## Exercise
Retype each record exactly.

**** Entries supplied ****

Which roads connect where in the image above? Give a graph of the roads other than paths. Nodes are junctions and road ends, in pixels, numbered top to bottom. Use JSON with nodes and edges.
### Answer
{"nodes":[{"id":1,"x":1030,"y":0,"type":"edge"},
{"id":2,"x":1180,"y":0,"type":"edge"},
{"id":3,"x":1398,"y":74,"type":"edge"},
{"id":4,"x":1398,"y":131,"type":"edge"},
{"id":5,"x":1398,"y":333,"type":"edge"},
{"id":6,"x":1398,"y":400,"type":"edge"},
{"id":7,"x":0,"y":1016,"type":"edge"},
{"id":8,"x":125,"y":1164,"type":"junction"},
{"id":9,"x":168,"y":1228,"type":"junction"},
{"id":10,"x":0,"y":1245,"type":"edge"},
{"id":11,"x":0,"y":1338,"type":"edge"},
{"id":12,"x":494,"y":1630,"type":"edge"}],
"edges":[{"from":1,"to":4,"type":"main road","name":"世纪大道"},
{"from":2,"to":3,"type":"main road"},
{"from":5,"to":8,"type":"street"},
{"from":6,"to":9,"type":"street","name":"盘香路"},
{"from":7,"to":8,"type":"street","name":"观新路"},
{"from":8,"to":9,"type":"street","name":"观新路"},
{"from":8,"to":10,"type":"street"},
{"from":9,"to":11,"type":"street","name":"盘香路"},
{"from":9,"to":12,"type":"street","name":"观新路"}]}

****

## Reply
Which roads connect where in the image above? Give a graph of the roads other than paths. Nodes are junctions and road ends, in pixels, numbered top to bottom. Use JSON with nodes and edges.
### Answer
{"nodes":[{"id":1,"x":1030,"y":0,"type":"edge"},
{"id":2,"x":1180,"y":0,"type":"edge"},
{"id":3,"x":1398,"y":74,"type":"edge"},
{"id":4,"x":1398,"y":131,"type":"edge"},
{"id":5,"x":1398,"y":333,"type":"edge"},
{"id":6,"x":1398,"y":400,"type":"edge"},
{"id":7,"x":0,"y":1016,"type":"edge"},
{"id":8,"x":125,"y":1164,"type":"junction"},
{"id":9,"x":168,"y":1228,"type":"junction"},
{"id":10,"x":0,"y":1245,"type":"edge"},
{"id":11,"x":0,"y":1338,"type":"edge"},
{"id":12,"x":494,"y":1630,"type":"edge"}],
"edges":[{"from":1,"to":4,"type":"main road","name":"世纪大道"},
{"from":2,"to":3,"type":"main road"},
{"from":5,"to":8,"type":"street"},
{"from":6,"to":9,"type":"street","name":"盘香路"},
{"from":7,"to":8,"type":"street","name":"观新路"},
{"from":8,"to":9,"type":"street","name":"观新路"},
{"from":8,"to":10,"type":"street"},
{"from":9,"to":11,"type":"street","name":"盘香路"},
{"from":9,"to":12,"type":"street","name":"观新路"}]}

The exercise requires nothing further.